But the market might be ahead of regulators as natural gas stoves are already fading in popularity. Electric stovetops, whether they be fancy ceramic glass or just four hot plates on top of an oven, are used by roughly 60% of the US, according to the Energy Information Administration. And now, just like cars, Washington wants to make kitchens 100% electric:

  • In a letter to the Consumer Product Safety Commission, Sen. Cory Booker and Rep. Don Beyer called gas-stove emissions a “cumulative burden” on Black, Latino, and low-income households.
  • Fossil fuel lobbies, which stand to lose if the ban goes through, have been known for some shady practices. In 2021, Mother Jones reported how one tactic of lobbyists is to go on Nextdoor community pages, pretend to be a neighbor, and then rant about how their local politicians are looking to ban natural gas stoves sowing dissent among community members. And now trade groups are asking the government to focus less on banning natural gas and more on stricter ventilation protocols.
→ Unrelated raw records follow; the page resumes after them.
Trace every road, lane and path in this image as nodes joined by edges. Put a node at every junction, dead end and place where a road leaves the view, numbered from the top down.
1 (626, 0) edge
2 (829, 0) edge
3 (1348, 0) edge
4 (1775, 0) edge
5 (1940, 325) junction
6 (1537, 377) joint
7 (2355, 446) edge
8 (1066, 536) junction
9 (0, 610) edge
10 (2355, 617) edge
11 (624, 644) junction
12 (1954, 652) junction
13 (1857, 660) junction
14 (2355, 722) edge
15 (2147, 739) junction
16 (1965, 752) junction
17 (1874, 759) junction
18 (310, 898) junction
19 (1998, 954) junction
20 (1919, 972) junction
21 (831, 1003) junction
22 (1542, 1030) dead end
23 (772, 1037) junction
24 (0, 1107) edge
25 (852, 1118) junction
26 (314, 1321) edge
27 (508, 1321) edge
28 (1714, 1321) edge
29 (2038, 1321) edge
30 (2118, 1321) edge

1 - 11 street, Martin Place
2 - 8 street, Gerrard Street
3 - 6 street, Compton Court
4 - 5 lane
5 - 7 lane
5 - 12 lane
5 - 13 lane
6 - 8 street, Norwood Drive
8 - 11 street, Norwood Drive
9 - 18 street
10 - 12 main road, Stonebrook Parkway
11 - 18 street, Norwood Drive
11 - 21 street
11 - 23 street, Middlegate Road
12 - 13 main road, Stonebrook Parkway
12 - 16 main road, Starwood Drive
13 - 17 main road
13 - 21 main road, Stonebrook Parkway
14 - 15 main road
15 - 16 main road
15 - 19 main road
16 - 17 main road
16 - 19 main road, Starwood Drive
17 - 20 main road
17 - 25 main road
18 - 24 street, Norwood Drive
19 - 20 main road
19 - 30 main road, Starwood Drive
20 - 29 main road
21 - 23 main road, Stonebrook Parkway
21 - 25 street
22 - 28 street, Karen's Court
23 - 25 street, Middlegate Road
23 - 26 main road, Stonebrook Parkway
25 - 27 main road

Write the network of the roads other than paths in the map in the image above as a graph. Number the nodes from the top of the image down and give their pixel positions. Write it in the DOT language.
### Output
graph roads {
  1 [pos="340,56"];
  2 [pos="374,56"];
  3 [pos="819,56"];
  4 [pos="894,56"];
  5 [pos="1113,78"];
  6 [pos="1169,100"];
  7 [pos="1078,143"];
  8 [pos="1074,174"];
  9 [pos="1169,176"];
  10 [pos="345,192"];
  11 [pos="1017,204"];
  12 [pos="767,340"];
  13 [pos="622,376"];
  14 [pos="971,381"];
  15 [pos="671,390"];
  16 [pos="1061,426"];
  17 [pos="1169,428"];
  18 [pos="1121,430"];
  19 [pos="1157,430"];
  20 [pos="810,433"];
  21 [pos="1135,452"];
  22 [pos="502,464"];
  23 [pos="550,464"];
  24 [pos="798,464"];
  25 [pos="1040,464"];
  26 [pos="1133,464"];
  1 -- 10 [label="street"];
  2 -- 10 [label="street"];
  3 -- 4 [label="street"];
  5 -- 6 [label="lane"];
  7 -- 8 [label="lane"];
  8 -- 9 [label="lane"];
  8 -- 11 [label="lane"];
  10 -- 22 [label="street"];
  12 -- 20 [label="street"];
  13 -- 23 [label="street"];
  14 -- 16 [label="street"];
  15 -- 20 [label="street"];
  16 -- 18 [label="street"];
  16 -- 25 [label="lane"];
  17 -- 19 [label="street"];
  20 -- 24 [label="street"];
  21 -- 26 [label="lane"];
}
It’ll Cost Ya: Outside of cooking, natural gas does have another advantage over electricity – it’s cheaper. The low cost of natural gas has been a sigh of relief for Europeans caught in the middle of one of the worst energy crises in history thanks to Putin’s invasion of Ukraine. Nevertheless, cities like Los Angeles, New York, and Seattle are leading the way in banning natural gas appliances in new homes and buildings, and California, where natural gas produces 5% of the state’s air pollution each year, is also on track to ban furnaces and water heaters that rely on the energy source by 2030. The worry is household budgets will be cooked.